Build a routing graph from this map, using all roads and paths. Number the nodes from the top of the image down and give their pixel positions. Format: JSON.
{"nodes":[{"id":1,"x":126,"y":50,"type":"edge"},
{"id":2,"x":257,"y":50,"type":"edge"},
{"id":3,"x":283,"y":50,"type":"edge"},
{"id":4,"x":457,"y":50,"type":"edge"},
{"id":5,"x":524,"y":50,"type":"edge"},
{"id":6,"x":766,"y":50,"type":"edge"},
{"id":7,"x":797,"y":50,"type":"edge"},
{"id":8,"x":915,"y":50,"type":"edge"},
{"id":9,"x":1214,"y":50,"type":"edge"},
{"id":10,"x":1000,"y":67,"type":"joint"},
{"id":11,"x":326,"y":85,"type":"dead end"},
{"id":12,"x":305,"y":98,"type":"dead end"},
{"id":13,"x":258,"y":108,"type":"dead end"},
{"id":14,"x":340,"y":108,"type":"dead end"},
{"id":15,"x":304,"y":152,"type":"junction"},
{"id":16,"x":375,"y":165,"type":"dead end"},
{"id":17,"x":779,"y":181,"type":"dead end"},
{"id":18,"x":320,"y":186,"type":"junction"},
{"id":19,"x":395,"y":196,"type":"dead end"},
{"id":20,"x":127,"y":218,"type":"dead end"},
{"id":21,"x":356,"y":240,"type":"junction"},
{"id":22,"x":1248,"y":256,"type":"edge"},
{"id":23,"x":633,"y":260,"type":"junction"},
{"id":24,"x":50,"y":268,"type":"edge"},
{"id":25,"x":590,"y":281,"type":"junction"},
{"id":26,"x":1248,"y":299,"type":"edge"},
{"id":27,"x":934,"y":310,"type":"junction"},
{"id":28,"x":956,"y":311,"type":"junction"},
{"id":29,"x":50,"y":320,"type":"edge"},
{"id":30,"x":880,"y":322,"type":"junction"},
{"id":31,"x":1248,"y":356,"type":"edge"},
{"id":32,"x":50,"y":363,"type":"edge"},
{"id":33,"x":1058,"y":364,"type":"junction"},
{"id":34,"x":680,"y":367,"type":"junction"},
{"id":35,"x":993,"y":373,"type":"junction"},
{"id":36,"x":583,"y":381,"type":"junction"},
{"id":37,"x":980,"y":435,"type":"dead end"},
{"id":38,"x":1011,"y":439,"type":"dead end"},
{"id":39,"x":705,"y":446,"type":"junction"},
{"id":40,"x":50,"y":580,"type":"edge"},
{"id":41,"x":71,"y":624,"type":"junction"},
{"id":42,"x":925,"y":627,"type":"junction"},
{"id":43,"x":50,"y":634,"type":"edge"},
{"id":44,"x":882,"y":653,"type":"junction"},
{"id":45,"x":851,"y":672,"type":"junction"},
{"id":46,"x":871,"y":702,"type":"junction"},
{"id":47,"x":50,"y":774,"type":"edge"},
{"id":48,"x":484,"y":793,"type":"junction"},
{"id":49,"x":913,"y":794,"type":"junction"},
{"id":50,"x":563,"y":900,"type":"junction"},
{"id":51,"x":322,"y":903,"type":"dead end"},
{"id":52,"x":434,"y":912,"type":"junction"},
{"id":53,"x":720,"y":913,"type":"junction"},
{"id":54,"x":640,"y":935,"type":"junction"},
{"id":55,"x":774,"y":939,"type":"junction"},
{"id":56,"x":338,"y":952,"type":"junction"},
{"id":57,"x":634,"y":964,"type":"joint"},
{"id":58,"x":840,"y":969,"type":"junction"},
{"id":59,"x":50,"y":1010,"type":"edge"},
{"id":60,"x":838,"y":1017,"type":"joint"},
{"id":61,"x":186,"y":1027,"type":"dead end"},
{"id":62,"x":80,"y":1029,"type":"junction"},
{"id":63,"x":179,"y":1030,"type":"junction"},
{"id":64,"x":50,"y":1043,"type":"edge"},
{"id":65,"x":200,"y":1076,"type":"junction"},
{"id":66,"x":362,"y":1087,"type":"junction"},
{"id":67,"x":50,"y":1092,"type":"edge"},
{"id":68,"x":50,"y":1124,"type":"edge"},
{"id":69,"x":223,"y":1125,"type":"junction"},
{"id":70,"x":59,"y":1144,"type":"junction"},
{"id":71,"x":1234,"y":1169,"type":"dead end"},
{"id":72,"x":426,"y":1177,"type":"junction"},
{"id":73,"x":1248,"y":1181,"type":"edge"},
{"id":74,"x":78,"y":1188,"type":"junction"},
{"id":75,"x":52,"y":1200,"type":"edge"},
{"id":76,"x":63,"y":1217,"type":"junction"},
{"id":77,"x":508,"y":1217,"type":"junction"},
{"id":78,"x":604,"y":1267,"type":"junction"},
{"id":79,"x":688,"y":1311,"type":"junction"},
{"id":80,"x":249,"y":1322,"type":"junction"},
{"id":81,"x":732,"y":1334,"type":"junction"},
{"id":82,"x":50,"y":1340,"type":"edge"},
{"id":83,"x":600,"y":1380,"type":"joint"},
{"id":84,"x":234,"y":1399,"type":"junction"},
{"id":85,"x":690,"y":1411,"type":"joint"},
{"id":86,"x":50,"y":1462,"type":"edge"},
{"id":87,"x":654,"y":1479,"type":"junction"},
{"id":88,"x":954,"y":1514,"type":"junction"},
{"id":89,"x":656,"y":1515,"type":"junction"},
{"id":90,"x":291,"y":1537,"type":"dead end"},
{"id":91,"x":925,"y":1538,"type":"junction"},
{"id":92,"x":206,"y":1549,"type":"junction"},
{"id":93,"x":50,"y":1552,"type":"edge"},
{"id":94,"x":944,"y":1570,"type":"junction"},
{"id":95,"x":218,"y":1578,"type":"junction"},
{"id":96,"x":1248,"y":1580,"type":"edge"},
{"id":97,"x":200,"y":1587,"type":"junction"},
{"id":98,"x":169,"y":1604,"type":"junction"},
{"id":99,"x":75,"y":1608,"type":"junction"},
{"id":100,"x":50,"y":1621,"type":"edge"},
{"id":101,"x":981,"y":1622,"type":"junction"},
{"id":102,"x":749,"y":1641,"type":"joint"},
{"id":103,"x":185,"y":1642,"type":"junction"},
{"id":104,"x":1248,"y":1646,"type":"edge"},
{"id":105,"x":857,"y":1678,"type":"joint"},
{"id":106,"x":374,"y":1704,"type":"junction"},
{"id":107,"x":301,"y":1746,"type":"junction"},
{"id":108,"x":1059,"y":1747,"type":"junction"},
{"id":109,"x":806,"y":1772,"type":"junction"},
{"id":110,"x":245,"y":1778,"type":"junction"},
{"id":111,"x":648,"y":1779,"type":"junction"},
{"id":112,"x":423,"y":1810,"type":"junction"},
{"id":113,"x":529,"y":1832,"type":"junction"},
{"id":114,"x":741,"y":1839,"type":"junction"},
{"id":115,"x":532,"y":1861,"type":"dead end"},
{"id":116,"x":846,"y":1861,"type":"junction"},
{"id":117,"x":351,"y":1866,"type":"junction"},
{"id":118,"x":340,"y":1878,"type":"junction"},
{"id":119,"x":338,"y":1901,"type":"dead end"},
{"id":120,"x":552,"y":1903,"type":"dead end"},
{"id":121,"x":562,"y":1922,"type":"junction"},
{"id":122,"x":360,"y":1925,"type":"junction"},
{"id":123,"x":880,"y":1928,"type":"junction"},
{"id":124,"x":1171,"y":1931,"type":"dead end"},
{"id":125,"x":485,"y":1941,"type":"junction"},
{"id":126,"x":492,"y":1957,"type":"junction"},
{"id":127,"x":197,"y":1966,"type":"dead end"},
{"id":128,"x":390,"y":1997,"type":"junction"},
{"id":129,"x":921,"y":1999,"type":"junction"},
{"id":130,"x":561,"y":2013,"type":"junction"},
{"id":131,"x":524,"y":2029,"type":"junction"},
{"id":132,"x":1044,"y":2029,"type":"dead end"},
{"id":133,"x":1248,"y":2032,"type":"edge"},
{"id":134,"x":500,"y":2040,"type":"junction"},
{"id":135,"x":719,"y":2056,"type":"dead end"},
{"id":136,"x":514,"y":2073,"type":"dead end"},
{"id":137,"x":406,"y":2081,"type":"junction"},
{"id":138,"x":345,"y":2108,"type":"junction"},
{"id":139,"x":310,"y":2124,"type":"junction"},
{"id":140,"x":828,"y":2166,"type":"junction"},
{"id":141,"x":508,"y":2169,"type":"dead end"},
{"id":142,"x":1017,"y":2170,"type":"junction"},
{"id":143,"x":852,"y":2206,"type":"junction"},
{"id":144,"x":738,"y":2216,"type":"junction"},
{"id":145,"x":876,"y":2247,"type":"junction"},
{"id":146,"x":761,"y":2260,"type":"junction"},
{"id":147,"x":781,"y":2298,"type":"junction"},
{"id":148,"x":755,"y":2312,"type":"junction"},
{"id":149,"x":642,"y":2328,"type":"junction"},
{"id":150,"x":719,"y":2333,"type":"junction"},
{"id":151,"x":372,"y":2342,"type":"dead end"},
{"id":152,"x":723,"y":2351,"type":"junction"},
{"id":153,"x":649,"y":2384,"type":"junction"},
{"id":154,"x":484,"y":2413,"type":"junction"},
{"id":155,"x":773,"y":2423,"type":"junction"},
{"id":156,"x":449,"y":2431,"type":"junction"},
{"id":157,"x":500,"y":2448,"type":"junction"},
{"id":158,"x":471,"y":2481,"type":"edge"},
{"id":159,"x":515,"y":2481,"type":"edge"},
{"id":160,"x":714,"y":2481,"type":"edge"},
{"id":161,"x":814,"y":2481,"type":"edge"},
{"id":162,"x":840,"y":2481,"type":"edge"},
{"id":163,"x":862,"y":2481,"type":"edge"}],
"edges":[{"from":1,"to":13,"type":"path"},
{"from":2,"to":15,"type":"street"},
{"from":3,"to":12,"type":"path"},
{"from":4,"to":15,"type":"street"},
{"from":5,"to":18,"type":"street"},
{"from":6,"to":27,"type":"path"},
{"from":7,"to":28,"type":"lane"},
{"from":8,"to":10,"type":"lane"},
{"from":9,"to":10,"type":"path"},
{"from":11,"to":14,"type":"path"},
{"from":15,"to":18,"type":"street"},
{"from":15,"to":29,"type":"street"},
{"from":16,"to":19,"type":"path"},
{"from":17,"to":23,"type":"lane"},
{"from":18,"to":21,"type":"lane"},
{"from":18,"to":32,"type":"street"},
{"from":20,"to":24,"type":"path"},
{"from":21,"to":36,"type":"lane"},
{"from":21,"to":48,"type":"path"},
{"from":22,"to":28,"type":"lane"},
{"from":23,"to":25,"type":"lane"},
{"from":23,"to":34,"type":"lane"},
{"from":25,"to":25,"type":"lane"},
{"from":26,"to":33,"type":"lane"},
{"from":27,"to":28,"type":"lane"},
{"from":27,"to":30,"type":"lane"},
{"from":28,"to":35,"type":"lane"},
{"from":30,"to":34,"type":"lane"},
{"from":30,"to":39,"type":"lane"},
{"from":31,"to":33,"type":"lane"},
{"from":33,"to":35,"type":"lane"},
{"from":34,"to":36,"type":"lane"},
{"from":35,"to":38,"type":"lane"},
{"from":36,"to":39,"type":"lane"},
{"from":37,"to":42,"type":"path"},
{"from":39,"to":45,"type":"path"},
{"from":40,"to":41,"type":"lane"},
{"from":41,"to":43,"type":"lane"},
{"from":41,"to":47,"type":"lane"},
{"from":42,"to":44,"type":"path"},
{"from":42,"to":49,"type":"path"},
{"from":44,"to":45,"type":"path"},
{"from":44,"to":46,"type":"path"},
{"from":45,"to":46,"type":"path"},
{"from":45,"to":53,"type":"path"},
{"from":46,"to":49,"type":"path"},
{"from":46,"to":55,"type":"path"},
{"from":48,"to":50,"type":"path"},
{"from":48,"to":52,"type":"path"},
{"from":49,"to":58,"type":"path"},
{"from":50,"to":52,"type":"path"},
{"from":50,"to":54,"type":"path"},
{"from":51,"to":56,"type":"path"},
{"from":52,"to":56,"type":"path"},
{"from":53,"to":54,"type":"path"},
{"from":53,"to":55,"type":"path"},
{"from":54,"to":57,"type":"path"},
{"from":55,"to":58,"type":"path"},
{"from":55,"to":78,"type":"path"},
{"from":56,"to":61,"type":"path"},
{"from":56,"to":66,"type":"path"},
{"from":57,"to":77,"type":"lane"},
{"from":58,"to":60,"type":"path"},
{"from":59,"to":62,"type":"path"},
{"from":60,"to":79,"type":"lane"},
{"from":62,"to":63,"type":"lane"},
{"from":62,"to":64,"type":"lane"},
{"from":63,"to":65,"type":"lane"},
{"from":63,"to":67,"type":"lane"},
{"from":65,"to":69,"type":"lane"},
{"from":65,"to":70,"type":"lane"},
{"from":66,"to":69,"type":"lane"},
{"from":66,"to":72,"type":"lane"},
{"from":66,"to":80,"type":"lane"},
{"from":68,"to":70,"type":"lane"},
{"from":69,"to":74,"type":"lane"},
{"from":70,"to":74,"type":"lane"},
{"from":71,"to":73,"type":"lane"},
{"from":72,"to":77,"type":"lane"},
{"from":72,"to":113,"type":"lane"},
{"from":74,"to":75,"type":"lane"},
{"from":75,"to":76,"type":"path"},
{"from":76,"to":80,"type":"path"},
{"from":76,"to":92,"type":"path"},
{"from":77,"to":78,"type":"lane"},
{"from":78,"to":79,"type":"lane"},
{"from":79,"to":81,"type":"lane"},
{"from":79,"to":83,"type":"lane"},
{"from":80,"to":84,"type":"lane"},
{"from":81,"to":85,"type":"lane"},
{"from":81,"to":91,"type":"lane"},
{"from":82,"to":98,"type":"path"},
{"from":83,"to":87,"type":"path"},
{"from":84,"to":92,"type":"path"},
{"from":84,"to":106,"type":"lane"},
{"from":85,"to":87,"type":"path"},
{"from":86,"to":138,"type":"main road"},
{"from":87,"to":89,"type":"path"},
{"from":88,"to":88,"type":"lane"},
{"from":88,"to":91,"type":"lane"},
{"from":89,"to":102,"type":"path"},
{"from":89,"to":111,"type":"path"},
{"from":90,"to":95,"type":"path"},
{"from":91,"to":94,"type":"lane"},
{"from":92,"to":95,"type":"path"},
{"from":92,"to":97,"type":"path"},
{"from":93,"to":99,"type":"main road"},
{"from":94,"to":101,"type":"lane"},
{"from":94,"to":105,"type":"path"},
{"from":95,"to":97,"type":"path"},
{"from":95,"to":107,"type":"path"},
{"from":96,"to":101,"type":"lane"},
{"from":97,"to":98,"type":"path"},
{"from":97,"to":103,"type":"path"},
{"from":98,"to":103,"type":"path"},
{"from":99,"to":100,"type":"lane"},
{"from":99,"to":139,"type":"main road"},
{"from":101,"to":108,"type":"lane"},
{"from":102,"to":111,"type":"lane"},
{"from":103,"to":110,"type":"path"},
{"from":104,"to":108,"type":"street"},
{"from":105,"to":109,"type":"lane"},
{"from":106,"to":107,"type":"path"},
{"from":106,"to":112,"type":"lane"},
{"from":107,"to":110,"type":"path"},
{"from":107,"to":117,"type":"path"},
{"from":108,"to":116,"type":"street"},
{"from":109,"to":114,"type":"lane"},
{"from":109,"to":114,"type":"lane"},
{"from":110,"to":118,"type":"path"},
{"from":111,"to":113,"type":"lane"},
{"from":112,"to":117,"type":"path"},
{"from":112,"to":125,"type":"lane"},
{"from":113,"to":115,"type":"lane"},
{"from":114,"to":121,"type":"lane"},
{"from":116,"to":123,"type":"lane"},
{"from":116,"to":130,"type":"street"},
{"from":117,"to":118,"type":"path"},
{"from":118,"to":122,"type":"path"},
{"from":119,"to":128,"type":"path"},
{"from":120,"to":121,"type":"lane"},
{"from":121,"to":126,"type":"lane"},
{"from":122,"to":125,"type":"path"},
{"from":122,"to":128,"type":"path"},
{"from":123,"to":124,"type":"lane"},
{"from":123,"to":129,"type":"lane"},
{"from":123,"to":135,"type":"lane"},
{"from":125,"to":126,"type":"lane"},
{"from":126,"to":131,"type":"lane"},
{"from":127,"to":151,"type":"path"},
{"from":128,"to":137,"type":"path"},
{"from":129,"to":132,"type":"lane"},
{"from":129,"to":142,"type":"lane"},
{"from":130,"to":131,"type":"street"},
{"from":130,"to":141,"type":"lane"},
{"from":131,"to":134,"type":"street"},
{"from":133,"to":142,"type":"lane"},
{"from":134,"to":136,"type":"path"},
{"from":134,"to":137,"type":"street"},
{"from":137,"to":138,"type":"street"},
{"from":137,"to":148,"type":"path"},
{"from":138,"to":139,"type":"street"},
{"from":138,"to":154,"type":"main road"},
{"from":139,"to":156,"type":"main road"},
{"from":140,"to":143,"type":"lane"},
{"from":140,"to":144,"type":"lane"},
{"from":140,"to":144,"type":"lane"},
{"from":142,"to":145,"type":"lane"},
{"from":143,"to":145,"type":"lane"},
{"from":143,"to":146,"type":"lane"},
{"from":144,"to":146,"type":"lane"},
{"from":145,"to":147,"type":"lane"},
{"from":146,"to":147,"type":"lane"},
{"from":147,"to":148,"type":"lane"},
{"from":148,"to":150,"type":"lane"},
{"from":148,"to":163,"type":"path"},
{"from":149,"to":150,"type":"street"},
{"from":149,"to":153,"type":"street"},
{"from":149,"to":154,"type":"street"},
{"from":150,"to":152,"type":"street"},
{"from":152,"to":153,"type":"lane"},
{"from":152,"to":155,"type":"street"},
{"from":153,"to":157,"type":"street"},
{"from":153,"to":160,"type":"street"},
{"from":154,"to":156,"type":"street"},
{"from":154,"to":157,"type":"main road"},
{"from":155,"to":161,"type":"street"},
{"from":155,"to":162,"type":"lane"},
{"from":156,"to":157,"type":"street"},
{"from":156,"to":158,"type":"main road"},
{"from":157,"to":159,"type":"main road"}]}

Exercise —
Note each line above that contains "joint" and copy it out.

Task answer —
{"id":10,"x":1000,"y":67,"type":"joint"},
{"id":57,"x":634,"y":964,"type":"joint"},
{"id":60,"x":838,"y":1017,"type":"joint"},
{"id":83,"x":600,"y":1380,"type":"joint"},
{"id":85,"x":690,"y":1411,"type":"joint"},
{"id":102,"x":749,"y":1641,"type":"joint"},
{"id":105,"x":857,"y":1678,"type":"joint"},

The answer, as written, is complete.